En la Creación todo estaba en
equilibrio. El ser humano está rompiendo ese equilibrio.
Imaginemos a dos niños en un
columpio doble, de esos que se balancean cuando ambos cooperan. Uno se impulsa
hacia atrás mientras el otro avanza, y así, en perfecta sincronía, el columpio
se mueve con armonía. El viento acaricia sus rostros, el sol los ilumina, y el
juego se convierte en danza. Ninguno domina, ninguno se impone. Ambos entienden
que el equilibrio depende de los dos.
Este columpio representa la
Creación: un sistema delicado, interconectado, donde cada ser tiene su lugar y
su función. El agua fluye, los árboles respiran, los animales migran, las
estaciones giran. Todo está diseñado para sostener la vida en un ciclo que se
renueva constantemente. Como los niños en el columpio, la naturaleza se
balancea entre opuestos: día y noche, lluvia y sol, nacimiento y muerte.

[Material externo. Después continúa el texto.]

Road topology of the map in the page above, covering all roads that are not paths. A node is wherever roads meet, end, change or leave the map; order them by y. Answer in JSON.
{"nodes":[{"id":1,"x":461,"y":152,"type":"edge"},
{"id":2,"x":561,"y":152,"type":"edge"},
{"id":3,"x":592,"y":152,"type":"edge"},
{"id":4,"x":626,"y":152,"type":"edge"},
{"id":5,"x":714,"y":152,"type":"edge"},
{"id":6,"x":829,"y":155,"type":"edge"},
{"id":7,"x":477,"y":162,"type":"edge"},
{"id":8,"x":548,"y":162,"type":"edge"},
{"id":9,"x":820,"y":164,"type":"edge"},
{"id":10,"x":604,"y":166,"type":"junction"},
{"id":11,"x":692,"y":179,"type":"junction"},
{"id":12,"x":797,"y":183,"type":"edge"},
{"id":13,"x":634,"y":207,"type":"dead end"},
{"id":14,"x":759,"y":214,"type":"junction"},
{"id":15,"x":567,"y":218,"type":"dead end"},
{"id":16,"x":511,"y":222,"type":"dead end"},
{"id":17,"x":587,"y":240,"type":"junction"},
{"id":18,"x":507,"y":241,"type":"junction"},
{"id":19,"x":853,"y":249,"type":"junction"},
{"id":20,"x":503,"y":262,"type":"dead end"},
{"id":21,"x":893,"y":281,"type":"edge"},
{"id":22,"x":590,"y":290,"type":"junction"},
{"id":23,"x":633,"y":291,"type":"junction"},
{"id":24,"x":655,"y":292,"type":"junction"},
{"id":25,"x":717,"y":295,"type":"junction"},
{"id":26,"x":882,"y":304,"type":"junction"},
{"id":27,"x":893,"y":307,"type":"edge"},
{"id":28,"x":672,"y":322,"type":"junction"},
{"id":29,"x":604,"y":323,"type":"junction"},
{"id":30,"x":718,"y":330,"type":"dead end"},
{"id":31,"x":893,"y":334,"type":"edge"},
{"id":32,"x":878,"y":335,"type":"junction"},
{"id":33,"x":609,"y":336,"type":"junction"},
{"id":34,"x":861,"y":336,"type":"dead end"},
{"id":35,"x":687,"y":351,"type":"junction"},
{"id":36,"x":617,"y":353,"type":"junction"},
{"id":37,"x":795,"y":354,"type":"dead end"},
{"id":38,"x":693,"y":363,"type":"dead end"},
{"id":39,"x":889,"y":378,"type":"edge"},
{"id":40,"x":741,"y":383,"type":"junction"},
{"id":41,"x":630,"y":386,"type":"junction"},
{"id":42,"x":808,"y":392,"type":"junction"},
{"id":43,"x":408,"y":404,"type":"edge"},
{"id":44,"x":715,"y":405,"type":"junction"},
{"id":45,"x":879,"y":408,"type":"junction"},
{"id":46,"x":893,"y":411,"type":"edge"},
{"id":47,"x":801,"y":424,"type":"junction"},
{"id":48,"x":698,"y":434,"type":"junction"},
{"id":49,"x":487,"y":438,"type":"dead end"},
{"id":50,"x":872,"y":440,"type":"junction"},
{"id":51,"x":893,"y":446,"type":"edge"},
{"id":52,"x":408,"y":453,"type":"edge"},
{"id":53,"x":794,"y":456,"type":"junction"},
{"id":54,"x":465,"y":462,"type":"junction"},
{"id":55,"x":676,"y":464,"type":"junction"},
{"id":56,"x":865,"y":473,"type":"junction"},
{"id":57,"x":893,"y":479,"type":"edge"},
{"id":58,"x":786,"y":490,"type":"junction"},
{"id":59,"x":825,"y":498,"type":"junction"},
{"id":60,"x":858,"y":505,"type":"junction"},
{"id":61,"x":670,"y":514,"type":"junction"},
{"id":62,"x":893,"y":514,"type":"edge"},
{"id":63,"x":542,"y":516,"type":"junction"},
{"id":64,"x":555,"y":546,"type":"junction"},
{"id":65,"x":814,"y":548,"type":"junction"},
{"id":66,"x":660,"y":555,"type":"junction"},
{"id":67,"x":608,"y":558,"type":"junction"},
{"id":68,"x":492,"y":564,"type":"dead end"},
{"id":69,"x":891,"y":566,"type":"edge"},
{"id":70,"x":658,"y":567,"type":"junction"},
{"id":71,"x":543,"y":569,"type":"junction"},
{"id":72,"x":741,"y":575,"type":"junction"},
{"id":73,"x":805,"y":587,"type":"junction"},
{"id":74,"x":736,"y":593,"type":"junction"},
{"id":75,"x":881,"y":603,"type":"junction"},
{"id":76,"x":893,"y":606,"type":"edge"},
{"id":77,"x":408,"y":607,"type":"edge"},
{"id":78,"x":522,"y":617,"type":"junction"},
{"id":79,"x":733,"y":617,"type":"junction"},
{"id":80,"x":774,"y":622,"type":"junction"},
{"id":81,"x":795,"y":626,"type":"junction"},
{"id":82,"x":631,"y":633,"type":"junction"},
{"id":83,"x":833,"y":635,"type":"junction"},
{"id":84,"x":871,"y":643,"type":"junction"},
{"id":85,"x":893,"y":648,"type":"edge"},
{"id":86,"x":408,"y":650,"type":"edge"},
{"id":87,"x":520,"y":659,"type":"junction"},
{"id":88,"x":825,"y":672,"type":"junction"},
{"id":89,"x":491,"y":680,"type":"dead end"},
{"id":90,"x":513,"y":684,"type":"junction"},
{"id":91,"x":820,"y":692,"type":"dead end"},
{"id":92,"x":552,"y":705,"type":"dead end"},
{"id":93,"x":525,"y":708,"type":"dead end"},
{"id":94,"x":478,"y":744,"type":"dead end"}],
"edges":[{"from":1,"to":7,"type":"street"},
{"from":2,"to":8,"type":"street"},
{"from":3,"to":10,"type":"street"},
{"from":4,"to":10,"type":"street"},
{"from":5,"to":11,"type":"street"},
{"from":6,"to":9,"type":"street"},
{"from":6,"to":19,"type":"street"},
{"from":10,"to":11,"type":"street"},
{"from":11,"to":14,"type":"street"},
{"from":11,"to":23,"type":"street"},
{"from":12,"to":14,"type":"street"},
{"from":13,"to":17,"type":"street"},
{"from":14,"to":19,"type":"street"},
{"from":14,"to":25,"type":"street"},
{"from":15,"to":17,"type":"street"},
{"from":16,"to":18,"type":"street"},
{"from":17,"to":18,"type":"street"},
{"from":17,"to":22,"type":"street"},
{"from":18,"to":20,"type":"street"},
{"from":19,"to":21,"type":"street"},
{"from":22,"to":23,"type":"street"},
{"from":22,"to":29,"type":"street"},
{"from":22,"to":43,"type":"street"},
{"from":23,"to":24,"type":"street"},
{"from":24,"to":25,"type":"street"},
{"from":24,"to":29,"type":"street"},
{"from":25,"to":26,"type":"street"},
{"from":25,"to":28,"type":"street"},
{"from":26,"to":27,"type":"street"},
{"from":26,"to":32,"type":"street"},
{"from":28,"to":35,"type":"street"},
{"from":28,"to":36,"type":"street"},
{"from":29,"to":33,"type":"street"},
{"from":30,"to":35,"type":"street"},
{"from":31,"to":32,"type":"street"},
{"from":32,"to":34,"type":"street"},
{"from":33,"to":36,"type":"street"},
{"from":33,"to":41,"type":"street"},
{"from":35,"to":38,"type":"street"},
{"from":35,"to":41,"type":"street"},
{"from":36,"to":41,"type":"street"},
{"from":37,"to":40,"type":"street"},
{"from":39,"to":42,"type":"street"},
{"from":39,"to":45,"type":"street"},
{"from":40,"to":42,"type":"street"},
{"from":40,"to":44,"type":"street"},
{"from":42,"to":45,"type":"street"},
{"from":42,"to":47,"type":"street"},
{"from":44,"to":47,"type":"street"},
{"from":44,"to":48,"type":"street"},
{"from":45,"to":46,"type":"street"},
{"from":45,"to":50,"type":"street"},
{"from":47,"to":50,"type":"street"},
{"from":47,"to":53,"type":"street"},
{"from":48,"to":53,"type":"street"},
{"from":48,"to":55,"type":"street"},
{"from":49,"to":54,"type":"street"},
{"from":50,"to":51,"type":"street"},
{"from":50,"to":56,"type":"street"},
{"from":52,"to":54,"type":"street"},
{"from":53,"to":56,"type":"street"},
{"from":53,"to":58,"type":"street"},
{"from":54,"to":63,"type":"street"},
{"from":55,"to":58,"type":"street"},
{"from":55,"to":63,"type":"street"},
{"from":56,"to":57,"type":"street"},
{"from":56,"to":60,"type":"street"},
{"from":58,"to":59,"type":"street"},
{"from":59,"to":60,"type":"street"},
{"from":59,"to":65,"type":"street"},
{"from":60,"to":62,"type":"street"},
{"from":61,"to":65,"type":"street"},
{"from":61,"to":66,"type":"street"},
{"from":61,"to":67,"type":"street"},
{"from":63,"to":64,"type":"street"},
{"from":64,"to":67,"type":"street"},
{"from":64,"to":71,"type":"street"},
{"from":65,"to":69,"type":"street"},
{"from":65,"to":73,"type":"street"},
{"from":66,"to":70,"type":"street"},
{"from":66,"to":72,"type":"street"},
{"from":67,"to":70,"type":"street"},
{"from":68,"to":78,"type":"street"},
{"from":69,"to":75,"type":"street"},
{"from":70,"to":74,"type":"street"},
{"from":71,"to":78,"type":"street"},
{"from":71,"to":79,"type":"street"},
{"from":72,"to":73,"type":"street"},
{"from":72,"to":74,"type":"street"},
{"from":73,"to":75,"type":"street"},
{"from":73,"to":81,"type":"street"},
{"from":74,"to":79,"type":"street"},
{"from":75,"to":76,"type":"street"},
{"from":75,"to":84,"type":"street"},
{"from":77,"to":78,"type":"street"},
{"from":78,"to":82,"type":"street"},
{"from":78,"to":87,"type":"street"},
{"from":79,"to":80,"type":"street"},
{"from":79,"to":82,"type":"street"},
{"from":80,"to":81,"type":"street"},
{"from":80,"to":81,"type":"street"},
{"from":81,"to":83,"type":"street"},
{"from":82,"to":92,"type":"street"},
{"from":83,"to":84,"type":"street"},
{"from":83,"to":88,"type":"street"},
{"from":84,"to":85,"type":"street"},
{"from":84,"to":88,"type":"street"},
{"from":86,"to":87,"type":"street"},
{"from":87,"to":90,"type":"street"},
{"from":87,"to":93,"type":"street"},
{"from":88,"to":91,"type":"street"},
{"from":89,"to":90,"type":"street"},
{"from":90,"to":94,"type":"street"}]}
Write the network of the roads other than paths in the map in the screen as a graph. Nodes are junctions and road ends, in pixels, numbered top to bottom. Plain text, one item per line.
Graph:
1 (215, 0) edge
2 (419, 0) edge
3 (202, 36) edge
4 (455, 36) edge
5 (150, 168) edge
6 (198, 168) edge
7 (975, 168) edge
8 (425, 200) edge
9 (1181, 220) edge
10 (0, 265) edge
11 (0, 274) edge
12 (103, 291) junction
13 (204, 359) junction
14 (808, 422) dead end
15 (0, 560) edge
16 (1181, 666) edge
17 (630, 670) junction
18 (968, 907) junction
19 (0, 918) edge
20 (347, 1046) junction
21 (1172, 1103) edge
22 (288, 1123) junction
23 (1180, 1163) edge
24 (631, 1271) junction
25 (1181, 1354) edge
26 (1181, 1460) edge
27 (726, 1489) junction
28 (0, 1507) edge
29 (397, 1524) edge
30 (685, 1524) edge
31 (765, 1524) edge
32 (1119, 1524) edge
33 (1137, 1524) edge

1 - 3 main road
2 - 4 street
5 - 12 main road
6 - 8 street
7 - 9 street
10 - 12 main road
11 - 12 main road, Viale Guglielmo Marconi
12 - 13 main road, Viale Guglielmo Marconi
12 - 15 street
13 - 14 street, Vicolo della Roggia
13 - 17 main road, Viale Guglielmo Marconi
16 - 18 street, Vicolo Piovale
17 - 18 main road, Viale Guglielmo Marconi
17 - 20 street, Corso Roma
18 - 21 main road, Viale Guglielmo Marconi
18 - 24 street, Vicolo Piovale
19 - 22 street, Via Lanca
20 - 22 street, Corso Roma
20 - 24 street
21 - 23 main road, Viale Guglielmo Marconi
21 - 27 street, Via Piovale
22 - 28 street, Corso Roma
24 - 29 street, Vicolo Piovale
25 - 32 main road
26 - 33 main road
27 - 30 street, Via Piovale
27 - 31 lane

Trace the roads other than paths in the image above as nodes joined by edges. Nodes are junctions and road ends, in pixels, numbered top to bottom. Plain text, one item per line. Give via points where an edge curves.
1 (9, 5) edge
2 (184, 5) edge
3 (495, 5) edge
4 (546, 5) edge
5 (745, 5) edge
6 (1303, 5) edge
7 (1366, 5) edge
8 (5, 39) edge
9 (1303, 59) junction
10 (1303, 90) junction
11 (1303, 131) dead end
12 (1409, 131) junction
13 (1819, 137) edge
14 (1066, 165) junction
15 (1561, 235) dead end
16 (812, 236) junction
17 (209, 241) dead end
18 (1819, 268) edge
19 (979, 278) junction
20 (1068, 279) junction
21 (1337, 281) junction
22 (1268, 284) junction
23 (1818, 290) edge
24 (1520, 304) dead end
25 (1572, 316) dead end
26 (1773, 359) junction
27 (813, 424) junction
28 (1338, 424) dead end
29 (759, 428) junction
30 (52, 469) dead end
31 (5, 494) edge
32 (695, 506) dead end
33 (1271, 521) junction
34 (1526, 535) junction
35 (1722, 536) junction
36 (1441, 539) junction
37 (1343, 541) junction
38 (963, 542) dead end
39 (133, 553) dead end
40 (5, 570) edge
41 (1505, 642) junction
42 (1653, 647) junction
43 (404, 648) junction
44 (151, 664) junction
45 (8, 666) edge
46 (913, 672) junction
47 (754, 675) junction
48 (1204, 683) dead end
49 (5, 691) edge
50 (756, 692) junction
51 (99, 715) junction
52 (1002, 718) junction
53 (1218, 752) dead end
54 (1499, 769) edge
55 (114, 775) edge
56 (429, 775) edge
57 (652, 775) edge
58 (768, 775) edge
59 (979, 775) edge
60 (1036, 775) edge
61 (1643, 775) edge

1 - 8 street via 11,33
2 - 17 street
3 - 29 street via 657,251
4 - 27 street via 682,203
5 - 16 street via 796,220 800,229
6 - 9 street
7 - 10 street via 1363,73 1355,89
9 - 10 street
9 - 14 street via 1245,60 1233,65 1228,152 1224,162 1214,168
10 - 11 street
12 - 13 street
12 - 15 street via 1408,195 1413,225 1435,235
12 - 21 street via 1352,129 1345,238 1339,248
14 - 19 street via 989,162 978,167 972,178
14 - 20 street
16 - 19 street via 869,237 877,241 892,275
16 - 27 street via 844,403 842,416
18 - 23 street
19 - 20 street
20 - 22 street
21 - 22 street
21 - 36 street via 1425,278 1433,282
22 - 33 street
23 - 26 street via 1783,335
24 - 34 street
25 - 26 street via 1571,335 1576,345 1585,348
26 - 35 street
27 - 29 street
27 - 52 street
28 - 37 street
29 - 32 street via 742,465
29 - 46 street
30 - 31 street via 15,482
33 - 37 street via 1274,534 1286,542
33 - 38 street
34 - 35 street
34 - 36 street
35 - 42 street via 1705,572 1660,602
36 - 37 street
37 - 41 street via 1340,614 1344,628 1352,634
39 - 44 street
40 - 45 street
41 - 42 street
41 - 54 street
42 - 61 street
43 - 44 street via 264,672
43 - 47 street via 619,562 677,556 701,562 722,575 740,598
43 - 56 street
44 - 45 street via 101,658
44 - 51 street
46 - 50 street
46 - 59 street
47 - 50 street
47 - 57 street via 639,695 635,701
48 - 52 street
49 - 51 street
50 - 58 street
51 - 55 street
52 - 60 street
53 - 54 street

Pero, ¿qué ocurre cuando uno de
los niños decide impulsarse más fuerte, sin esperar al otro? El columpio se
desequilibra. El juego se vuelve incómodo, incluso peligroso. El niño que se
queda atrás ya no puede seguir el ritmo, y el que se adelanta pierde el sentido
del juego. Lo que era armonía se convierte en caos.
Así ha actuado el ser humano
frente a la Creación. En su afán de progreso, ha olvidado que forma parte de
ese columpio. Ha querido dominar la naturaleza, extraer sin medida, construir
sin pausa, consumir sin conciencia. Ha roto el ritmo, ha ignorado al otro niño
—que bien podría ser el planeta mismo— y ha convertido el juego en una lucha desigual.
La deforestación, el cambio
climático, la extinción de especies, la contaminación de mares y cielos… son
señales de que el columpio ya no se balancea como antes. La Tierra, ese
compañero silencioso, empieza a resentirse. Y como en el cuento, si no se
recupera el equilibrio, el columpio puede detenerse o incluso romperse.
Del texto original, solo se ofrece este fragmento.